Barber, a construction technology alumnus, laid the foundation of both his professional and personal lives at Alfred State where he earned his associate's degree, served as a faculty member and as dean, helped the construction programs attain TAC/ABET-accreditation, participated in the development of baccalaureate-level engineering technology courses, and cultivated relationships with area and regional businesses and alumni, resulting in donations for the engineering technology programs. He served as an evaluation team member for the Accreditation Board for Engineering and Technology, participated in American Society for Engineering Education conferences and in the Rochester Construction Specifications Institute.

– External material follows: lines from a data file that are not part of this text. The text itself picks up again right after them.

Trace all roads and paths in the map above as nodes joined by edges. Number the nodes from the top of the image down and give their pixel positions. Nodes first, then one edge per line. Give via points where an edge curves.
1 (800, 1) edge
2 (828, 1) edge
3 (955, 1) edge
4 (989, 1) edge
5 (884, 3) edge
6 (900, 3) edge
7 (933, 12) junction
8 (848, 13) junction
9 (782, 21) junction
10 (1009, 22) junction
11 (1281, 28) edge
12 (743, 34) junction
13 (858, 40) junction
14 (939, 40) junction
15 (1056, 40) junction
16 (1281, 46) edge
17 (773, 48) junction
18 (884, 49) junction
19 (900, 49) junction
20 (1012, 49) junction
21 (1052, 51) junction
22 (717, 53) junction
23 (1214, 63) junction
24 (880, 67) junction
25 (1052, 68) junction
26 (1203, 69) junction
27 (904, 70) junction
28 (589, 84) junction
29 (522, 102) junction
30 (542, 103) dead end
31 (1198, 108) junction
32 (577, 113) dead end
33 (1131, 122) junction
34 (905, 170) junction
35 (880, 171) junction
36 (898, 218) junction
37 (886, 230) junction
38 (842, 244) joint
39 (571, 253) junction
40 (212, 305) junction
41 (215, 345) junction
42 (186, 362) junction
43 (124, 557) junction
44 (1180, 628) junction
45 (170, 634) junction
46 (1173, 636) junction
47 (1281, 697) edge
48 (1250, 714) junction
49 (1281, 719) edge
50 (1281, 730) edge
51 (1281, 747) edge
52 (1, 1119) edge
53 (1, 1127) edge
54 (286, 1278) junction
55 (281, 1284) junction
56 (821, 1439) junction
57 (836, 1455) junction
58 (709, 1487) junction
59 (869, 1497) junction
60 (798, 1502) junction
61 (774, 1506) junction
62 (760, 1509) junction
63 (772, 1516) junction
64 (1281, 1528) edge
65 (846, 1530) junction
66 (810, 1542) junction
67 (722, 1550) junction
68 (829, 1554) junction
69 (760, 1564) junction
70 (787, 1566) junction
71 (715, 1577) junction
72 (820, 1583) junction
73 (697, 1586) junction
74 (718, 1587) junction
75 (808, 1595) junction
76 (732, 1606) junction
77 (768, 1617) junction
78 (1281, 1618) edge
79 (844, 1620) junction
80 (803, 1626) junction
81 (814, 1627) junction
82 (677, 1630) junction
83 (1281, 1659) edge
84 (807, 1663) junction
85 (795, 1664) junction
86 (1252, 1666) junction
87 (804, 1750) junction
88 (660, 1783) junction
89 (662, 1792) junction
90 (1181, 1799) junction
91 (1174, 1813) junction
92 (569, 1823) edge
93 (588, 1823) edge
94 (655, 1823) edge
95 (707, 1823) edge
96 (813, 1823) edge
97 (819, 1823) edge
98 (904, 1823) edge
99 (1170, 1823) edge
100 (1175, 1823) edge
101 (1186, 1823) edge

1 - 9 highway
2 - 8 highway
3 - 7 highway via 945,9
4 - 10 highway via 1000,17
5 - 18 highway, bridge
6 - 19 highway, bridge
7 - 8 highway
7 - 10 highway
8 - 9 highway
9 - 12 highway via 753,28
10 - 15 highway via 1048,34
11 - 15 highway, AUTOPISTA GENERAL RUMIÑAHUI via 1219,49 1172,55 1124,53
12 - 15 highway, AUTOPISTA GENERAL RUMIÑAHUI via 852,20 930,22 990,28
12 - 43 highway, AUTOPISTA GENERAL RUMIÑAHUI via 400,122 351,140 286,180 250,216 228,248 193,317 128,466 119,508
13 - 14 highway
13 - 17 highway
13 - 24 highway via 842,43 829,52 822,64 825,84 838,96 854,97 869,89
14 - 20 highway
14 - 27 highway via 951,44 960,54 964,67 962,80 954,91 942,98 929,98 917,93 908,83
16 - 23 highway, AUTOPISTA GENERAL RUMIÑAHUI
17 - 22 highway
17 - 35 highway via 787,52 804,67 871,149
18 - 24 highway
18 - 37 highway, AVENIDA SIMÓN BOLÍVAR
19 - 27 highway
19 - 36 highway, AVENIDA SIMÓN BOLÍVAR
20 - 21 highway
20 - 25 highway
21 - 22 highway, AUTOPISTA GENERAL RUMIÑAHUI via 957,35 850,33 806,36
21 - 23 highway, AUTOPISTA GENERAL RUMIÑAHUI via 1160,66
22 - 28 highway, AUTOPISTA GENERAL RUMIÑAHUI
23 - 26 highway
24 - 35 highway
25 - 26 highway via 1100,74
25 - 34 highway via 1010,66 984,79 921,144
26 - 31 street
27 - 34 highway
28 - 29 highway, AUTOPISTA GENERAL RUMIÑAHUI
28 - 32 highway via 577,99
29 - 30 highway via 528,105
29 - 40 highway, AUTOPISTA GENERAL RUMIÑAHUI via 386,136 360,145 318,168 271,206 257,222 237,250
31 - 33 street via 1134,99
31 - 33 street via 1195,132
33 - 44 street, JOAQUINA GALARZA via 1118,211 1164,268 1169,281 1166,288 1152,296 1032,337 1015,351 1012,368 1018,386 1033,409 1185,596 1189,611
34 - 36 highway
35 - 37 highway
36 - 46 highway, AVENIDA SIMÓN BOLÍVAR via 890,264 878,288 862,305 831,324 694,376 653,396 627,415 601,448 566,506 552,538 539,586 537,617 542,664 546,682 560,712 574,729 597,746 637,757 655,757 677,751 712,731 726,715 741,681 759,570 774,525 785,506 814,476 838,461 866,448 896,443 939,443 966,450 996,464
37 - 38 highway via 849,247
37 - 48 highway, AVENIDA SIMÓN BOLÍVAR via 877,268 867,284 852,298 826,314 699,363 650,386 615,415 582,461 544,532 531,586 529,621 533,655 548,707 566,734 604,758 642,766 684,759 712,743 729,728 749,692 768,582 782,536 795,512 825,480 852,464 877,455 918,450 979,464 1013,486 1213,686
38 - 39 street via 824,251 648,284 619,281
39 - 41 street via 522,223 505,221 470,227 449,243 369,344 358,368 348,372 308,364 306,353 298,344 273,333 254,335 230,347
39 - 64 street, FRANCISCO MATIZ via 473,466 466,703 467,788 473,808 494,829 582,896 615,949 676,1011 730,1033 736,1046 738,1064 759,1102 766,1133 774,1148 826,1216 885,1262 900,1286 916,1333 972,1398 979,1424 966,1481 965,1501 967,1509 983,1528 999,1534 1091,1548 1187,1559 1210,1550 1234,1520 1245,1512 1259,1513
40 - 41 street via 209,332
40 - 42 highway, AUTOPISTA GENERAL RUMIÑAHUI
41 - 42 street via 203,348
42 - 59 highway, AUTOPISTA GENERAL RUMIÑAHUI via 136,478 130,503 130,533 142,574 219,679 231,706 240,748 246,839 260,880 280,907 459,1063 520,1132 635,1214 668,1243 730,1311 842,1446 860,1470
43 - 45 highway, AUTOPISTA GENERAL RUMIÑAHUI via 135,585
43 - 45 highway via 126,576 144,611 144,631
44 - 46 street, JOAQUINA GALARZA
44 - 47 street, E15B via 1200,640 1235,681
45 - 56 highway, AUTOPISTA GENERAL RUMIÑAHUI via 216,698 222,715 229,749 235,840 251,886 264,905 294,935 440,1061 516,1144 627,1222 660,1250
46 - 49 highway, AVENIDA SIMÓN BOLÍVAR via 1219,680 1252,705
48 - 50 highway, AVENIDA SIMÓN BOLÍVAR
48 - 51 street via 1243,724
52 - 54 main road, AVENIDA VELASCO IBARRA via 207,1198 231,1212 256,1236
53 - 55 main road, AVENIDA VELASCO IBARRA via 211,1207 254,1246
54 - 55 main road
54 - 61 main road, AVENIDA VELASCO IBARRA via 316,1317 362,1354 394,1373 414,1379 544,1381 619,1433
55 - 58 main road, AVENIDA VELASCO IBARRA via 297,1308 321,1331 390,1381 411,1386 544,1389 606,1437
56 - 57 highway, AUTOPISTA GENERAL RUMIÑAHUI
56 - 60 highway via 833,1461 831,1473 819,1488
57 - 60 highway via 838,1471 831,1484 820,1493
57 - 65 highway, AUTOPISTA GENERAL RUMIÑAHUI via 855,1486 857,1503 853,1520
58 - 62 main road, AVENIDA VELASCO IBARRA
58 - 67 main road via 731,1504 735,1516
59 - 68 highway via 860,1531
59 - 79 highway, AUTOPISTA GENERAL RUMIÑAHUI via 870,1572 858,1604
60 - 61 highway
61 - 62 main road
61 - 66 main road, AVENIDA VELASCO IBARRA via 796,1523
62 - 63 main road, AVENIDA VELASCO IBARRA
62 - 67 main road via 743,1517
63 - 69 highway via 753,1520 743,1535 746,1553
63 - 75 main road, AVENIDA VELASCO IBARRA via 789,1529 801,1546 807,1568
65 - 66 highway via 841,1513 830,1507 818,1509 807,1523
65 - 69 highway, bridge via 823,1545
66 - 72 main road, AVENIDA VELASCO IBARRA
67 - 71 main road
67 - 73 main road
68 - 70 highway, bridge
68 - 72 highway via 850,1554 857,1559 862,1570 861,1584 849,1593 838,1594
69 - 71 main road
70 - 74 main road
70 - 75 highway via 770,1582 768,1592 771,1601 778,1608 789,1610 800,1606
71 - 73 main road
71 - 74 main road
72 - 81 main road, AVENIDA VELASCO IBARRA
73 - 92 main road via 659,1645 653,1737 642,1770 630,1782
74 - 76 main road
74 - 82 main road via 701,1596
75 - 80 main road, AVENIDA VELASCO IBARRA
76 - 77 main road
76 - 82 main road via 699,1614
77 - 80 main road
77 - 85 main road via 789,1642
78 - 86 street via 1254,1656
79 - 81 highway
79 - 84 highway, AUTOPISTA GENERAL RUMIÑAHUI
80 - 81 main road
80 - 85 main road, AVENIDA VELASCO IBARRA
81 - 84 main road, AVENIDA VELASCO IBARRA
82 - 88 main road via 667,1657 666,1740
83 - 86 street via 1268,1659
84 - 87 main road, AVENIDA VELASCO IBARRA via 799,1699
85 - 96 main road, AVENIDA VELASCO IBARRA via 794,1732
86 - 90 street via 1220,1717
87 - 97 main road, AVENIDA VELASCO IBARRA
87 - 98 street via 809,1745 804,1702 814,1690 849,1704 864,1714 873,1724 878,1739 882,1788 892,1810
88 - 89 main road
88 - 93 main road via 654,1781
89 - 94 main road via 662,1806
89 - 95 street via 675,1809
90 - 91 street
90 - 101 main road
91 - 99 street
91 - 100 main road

Outside the classroom, Doug established a construction company that helped build the village of Alfred; he served as a member of the Educational Foundation, the Crandall Hook and Ladder Volunteer Fire Department, and the Alfred 21st Century Group board of directors. He was a consultant for ASC/FEPADE, the Institute of Technology of Central America, El Salvador.
Doug says that his ASC degree "provided both breadth and depth of information" in his discipline. The program at that time (before the School of Applied Technology was born) provided more hands-on experience then, as well as a smattering of engineering techniques, problem solving, surveying, structural analysis, a peek into new areas in construction, and experience with the commercial side of building construction. The curriculum gave him basic experiences in manual skills, so when he began building houses on his own, he had the confidence to do it.
But there was a synergy there as well: when he returned to the classroom, he could incorporate his real-world experiences into his lessons. In fact, he created a "12-module program, with the help of a grant" which allowed him to put it on video, "where students, in a round robin fashion, participated in 12 varying aspects of construction, including soldering, welding, mixing concrete, electrical work, plumbing, masonry," and more. In 1981, Doug was honored by the ASC Alumni Association when they named him "Teacher of the Year" in his school.
"Alfred State College has been an integral part of my life since I was 18 years old. It allowed me to build a wonderful life with my wife Kay and our two kids (Krista and Kevin--his family has grown to include a son-in-law and two grandsons), and to be able to spend my retirement traveling to visit my family in far-flung parts of the globe and settle in Bradenton, FL. I am grateful for all that Alfred State College has given me, and believe in ‘giving back' to the community where we work and live."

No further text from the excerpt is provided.